_EXERCISE DIRECTIONS_
How many lines below include the word "Maju"? State that number and nothing else.

_SOURCE MATERIAL_

------------

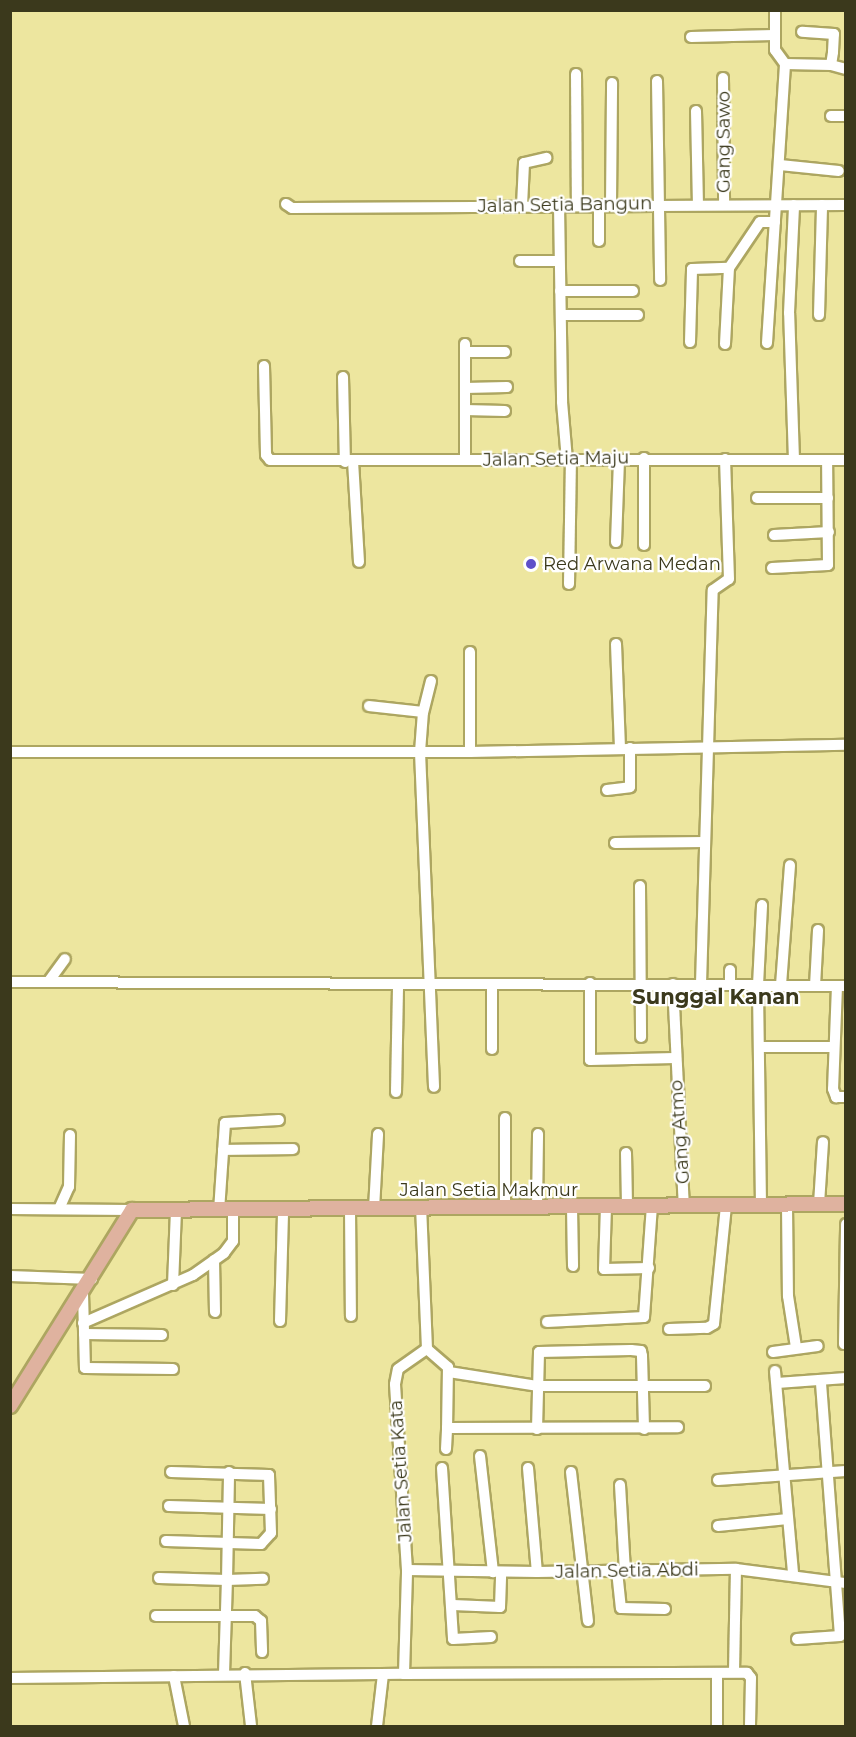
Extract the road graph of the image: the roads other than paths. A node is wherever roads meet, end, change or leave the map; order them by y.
1 (775, 10) edge
2 (802, 32) dead end
3 (774, 35) junction
4 (691, 37) dead end
5 (785, 64) junction
6 (831, 65) junction
7 (846, 69) edge
8 (576, 74) dead end
9 (723, 78) dead end
10 (657, 81) dead end
11 (612, 83) dead end
12 (696, 111) dead end
13 (831, 116) dead end
14 (846, 116) edge
15 (546, 158) dead end
16 (780, 165) junction
17 (839, 171) dead end
18 (286, 204) dead end
19 (658, 204) junction
20 (776, 204) junction
21 (559, 205) junction
22 (577, 205) junction
23 (599, 205) junction
24 (611, 205) junction
25 (698, 205) junction
26 (724, 205) junction
27 (794, 205) junction
28 (822, 205) junction
29 (846, 205) edge
30 (522, 206) junction
31 (775, 222) junction
32 (599, 241) dead end
33 (520, 261) dead end
34 (559, 261) junction
35 (729, 268) junction
36 (660, 280) dead end
37 (560, 291) junction
38 (633, 291) dead end
39 (561, 315) junction
40 (638, 315) dead end
41 (819, 315) dead end
42 (690, 342) dead end
43 (766, 343) dead end
44 (725, 344) dead end
45 (505, 352) dead end
46 (264, 366) dead end
47 (343, 377) dead end
48 (507, 387) dead end
49 (465, 388) junction
50 (465, 410) junction
51 (505, 411) dead end
52 (644, 458) junction
53 (619, 459) junction
54 (725, 459) junction
55 (465, 460) junction
56 (569, 460) junction
57 (794, 460) junction
58 (827, 460) junction
59 (846, 460) edge
60 (349, 461) junction
61 (757, 498) dead end
62 (828, 498) junction
63 (829, 532) junction
64 (774, 534) dead end
65 (616, 542) dead end
66 (644, 545) dead end
67 (359, 562) dead end
68 (772, 568) dead end
69 (569, 584) dead end
70 (616, 645) dead end
71 (470, 652) dead end
72 (431, 681) dead end
73 (369, 706) dead end
74 (423, 711) junction
75 (846, 745) edge
76 (709, 747) junction
77 (625, 748) junction
78 (10, 752) edge
79 (420, 752) junction
80 (470, 752) junction
81 (607, 790) dead end
82 (705, 842) junction
83 (615, 843) dead end
84 (790, 865) dead end
85 (640, 886) dead end
86 (762, 905) dead end
87 (818, 930) dead end
88 (65, 958) dead end
89 (730, 970) dead end
90 (49, 981) junction
91 (10, 982) edge
92 (590, 983) junction
93 (431, 984) junction
94 (492, 984) junction
95 (673, 984) junction
96 (701, 984) junction
97 (398, 985) junction
98 (640, 985) junction
99 (730, 985) junction
100 (758, 985) junction
101 (782, 986) junction
102 (815, 986) junction
103 (842, 987) edge
104 (641, 1037) dead end
105 (760, 1047) junction
106 (834, 1047) junction
107 (492, 1049) dead end
108 (675, 1058) junction
109 (434, 1087) dead end
110 (396, 1092) dead end
111 (846, 1097) edge
112 (505, 1118) dead end
113 (279, 1120) dead end
114 (378, 1134) dead end
115 (538, 1134) dead end
116 (70, 1135) dead end
117 (822, 1142) dead end
118 (293, 1149) dead end
119 (223, 1150) junction
120 (626, 1153) dead end
121 (819, 1204) junction
122 (846, 1204) edge
123 (726, 1205) junction
124 (761, 1205) junction
125 (787, 1205) junction
126 (606, 1206) junction
127 (627, 1206) junction
128 (652, 1206) junction
129 (684, 1206) junction
130 (421, 1208) junction
131 (537, 1208) junction
132 (572, 1208) junction
133 (10, 1209) edge
134 (59, 1209) junction
135 (350, 1209) junction
136 (375, 1209) junction
137 (505, 1209) junction
138 (132, 1210) junction
139 (176, 1210) junction
140 (283, 1210) junction
141 (226, 1211) junction
142 (846, 1224) edge
143 (214, 1260) junction
144 (573, 1266) dead end
145 (649, 1268) junction
146 (10, 1276) edge
147 (92, 1278) junction
148 (173, 1285) junction
149 (83, 1293) junction
150 (215, 1312) dead end
151 (351, 1316) dead end
152 (280, 1321) dead end
153 (547, 1322) dead end
154 (83, 1328) junction
155 (669, 1329) dead end
156 (162, 1335) dead end
157 (844, 1344) edge
158 (818, 1346) dead end
159 (796, 1347) junction
160 (427, 1349) junction
161 (773, 1352) dead end
162 (173, 1369) dead end
163 (448, 1372) junction
164 (846, 1378) edge
165 (821, 1381) junction
166 (537, 1386) junction
167 (705, 1386) dead end
168 (643, 1388) junction
169 (10, 1406) edge
170 (678, 1427) dead end
171 (447, 1428) junction
172 (537, 1429) junction
173 (644, 1429) junction
174 (446, 1449) dead end
175 (480, 1455) dead end
176 (442, 1468) dead end
177 (528, 1468) dead end
178 (846, 1470) edge
179 (171, 1472) dead end
180 (229, 1472) junction
181 (571, 1472) dead end
182 (830, 1472) junction
183 (784, 1475) junction
184 (718, 1480) dead end
185 (620, 1485) dead end
186 (169, 1506) dead end
187 (229, 1508) junction
188 (271, 1509) junction
189 (788, 1519) junction
190 (718, 1526) dead end
191 (166, 1541) dead end
192 (228, 1542) junction
193 (736, 1569) junction
194 (407, 1570) junction
195 (450, 1570) junction
196 (585, 1571) junction
197 (621, 1571) junction
198 (496, 1572) junction
199 (537, 1572) junction
200 (793, 1574) junction
201 (159, 1578) dead end
202 (263, 1579) dead end
203 (227, 1580) junction
204 (842, 1581) edge
205 (453, 1605) junction
206 (665, 1609) dead end
207 (156, 1616) dead end
208 (226, 1616) junction
209 (588, 1621) dead end
210 (491, 1637) dead end
211 (797, 1639) dead end
212 (262, 1652) dead end
213 (734, 1672) junction
214 (717, 1673) junction
215 (224, 1674) junction
216 (245, 1674) junction
217 (383, 1674) junction
218 (404, 1674) junction
219 (174, 1676) junction
220 (10, 1678) edge
221 (184, 1726) edge
222 (251, 1726) edge
223 (377, 1726) edge
224 (717, 1726) edge
225 (750, 1726) edge

1 - 3 street
2 - 6 street
3 - 4 street
3 - 5 street
5 - 6 street
5 - 16 street
6 - 7 street
8 - 22 street
9 - 26 street, Gang Sawo
10 - 19 street
11 - 24 street
12 - 25 street
13 - 14 street
15 - 30 street
16 - 17 street
16 - 20 street
18 - 30 street, Jalan Setia Bangun
19 - 24 street, Jalan Setia Bangun
19 - 25 street, Jalan Setia Bangun
19 - 36 street
20 - 26 street, Jalan Setia Bangun
20 - 27 street, Jalan Setia Bangun
20 - 31 street
21 - 22 street, Jalan Setia Bangun
21 - 30 street, Jalan Setia Bangun
21 - 34 street
22 - 23 street, Jalan Setia Bangun
23 - 24 street, Jalan Setia Bangun
23 - 32 street
25 - 26 street, Jalan Setia Bangun
27 - 28 street, Jalan Setia Bangun
27 - 57 street
28 - 29 street, Jalan Setia Bangun
28 - 41 street
31 - 35 street
31 - 43 street
33 - 34 street
34 - 37 street
35 - 42 street
35 - 44 street
37 - 38 street
37 - 39 street
39 - 40 street
39 - 56 street
45 - 49 street
46 - 60 street, Jalan Setia Maju
47 - 60 street
48 - 49 street
49 - 50 street
50 - 51 street
50 - 55 street
52 - 53 street, Jalan Setia Maju
52 - 54 street, Jalan Setia Maju
52 - 66 street
53 - 56 street, Jalan Setia Maju
53 - 65 street
54 - 57 street, Jalan Setia Maju
54 - 76 street
55 - 56 street, Jalan Setia Maju
55 - 60 street, Jalan Setia Maju
56 - 69 street
57 - 58 street, Jalan Setia Maju
58 - 59 street, Jalan Setia Maju
58 - 62 street
60 - 67 street
61 - 62 street
62 - 63 street
63 - 64 street
63 - 68 street
70 - 77 street
71 - 80 street
72 - 74 street
73 - 74 street
74 - 79 street
75 - 76 street
76 - 77 street
76 - 82 street
77 - 80 street
77 - 81 street
78 - 79 street
79 - 80 street
79 - 93 street
82 - 83 street
82 - 96 street
84 - 101 street
85 - 98 street
86 - 100 street
87 - 102 street
88 - 90 street
89 - 99 street
90 - 91 street
90 - 97 street
92 - 94 street
92 - 98 street
92 - 108 street
93 - 94 street
93 - 97 street
93 - 109 street
94 - 107 street
95 - 96 street
95 - 98 street
95 - 108 street, Gang Atmo
96 - 99 street
97 - 110 street
98 - 104 street
99 - 100 street
100 - 101 street
100 - 105 street
101 - 102 street
102 - 103 street
103 - 106 street
105 - 106 street
105 - 124 street
106 - 111 street
108 - 129 street, Gang Atmo
112 - 137 street
113 - 119 street
114 - 136 street
115 - 131 street
116 - 134 street
117 - 121 street
118 - 119 street
119 - 141 street
120 - 127 street
121 - 122 main road, Jalan Setia Makmur
121 - 125 main road, Jalan Setia Makmur
123 - 124 main road, Jalan Setia Makmur
123 - 129 main road, Jalan Setia Makmur
123 - 155 street
124 - 125 main road, Jalan Setia Makmur
125 - 159 street
126 - 127 main road, Jalan Setia Makmur
126 - 132 main road, Jalan Setia Makmur
126 - 145 street
127 - 128 main road, Jalan Setia Makmur
128 - 129 main road, Jalan Setia Makmur
128 - 145 street
130 - 136 main road, Jalan Setia Makmur
130 - 137 main road, Jalan Setia Makmur
130 - 160 street
131 - 132 main road, Jalan Setia Makmur
131 - 137 main road, Jalan Setia Makmur
132 - 144 street
133 - 134 street
134 - 138 street
135 - 136 main road, Jalan Setia Makmur
135 - 140 main road, Jalan Setia Makmur
135 - 151 street
138 - 139 main road, Jalan Setia Makmur
138 - 147 main road
139 - 141 main road, Jalan Setia Makmur
139 - 148 street
140 - 141 main road, Jalan Setia Makmur
140 - 152 street
141 - 143 street
142 - 157 street
143 - 148 street
143 - 150 street
145 - 153 street
146 - 147 street
147 - 149 main road
148 - 154 street
149 - 154 street
149 - 169 main road
154 - 156 street
154 - 162 street
158 - 159 street
159 - 161 street
160 - 163 street
160 - 194 street, Jalan Setia Kata
163 - 166 street
163 - 171 street
164 - 165 street
165 - 182 street
165 - 183 street
166 - 168 street
166 - 168 street
166 - 172 street
167 - 168 street
168 - 173 street
170 - 173 street
171 - 172 street
171 - 174 street
172 - 173 street
175 - 198 street
176 - 195 street
177 - 199 street
178 - 182 street
179 - 180 street
180 - 187 street
180 - 188 street
181 - 196 street
182 - 183 street
182 - 204 street
183 - 184 street
183 - 189 street
185 - 197 street
186 - 187 street
187 - 188 street
187 - 192 street
188 - 192 street
189 - 190 street
189 - 200 street
191 - 192 street
192 - 203 street
193 - 197 street, Jalan Setia Abdi
193 - 200 street, Jalan Setia Abdi
193 - 213 street
194 - 195 street, Jalan Setia Abdi
194 - 218 street, Jalan Setia Kata
195 - 198 street, Jalan Setia Abdi
195 - 205 street
196 - 197 street, Jalan Setia Abdi
196 - 199 street, Jalan Setia Abdi
196 - 209 street
197 - 206 street
198 - 199 street, Jalan Setia Abdi
198 - 205 street
200 - 204 street, Jalan Setia Abdi
201 - 203 street
202 - 203 street
203 - 208 street
204 - 211 street
205 - 210 street
207 - 208 street
208 - 212 street
208 - 215 street
213 - 214 street
213 - 225 street
214 - 218 street
214 - 224 street
215 - 216 street
215 - 219 street
216 - 217 street
216 - 222 street
217 - 218 street
217 - 223 street
219 - 220 street
219 - 221 street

------------

_RESPONSE_
9